The result should be every line in the data below that carries the string "Standridge".

[Source records]
※

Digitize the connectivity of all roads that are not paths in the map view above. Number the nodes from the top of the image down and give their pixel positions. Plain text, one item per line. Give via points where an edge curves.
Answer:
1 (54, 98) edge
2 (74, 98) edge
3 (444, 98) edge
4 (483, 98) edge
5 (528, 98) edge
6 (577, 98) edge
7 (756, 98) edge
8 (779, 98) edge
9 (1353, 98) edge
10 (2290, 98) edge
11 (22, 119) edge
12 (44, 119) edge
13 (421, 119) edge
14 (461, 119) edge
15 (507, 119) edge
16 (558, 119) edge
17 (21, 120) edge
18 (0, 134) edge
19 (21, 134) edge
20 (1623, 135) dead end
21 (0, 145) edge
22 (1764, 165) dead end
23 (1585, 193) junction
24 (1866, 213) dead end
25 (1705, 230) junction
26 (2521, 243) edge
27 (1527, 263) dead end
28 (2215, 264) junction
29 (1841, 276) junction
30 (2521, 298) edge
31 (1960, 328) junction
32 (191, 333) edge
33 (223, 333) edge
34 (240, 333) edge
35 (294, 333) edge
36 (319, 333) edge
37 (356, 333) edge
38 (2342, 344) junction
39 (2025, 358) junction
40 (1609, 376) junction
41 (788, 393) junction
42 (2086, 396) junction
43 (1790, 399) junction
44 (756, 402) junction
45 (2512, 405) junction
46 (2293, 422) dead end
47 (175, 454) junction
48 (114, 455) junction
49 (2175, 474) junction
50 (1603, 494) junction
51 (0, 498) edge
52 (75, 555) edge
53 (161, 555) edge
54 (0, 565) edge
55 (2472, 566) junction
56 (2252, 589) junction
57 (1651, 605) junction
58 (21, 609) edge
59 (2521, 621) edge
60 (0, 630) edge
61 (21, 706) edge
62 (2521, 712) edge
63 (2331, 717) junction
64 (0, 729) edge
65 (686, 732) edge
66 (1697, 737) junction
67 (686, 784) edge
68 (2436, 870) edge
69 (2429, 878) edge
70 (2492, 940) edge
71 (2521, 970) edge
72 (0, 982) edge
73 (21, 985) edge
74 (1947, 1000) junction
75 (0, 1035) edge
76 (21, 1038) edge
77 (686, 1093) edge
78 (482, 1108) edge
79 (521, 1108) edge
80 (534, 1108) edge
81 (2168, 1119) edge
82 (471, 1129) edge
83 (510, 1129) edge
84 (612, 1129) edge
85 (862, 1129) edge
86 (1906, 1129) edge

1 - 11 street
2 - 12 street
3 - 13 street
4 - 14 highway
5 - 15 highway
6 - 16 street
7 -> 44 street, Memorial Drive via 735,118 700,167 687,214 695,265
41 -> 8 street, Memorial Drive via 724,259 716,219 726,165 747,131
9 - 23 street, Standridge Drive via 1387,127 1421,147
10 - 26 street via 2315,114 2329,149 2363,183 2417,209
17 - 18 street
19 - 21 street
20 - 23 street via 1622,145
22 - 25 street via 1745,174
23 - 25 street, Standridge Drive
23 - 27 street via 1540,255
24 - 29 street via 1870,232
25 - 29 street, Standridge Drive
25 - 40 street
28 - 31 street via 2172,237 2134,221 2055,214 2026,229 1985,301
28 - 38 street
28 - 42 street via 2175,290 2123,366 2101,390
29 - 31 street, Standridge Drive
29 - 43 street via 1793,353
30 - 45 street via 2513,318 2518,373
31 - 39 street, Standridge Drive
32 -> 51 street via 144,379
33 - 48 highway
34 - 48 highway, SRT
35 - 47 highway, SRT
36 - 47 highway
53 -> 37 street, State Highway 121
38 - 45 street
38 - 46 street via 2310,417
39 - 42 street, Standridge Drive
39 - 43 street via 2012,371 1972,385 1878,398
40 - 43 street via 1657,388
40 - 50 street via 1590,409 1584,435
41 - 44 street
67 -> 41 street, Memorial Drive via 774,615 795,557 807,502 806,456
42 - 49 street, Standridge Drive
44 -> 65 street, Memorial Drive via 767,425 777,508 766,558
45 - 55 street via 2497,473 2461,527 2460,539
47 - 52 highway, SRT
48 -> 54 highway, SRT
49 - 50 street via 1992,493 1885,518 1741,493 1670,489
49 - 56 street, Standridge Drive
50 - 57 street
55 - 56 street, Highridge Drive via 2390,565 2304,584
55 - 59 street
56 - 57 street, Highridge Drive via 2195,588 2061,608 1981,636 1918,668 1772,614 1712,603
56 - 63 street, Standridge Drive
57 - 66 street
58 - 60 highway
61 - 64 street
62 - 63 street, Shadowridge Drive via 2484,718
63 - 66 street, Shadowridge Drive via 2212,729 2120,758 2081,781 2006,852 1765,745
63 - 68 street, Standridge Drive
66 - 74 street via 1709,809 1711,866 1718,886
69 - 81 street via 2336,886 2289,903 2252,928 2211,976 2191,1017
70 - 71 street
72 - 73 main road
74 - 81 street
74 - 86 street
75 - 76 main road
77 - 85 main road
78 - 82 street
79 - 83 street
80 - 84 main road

※

■ Answer to the exercise:
9 - 23 street, Standridge Drive via 1387,127 1421,147
23 - 25 street, Standridge Drive
25 - 29 street, Standridge Drive
29 - 31 street, Standridge Drive
31 - 39 street, Standridge Drive
39 - 42 street, Standridge Drive
42 - 49 street, Standridge Drive
49 - 56 street, Standridge Drive
56 - 63 street, Standridge Drive
63 - 68 street, Standridge Drive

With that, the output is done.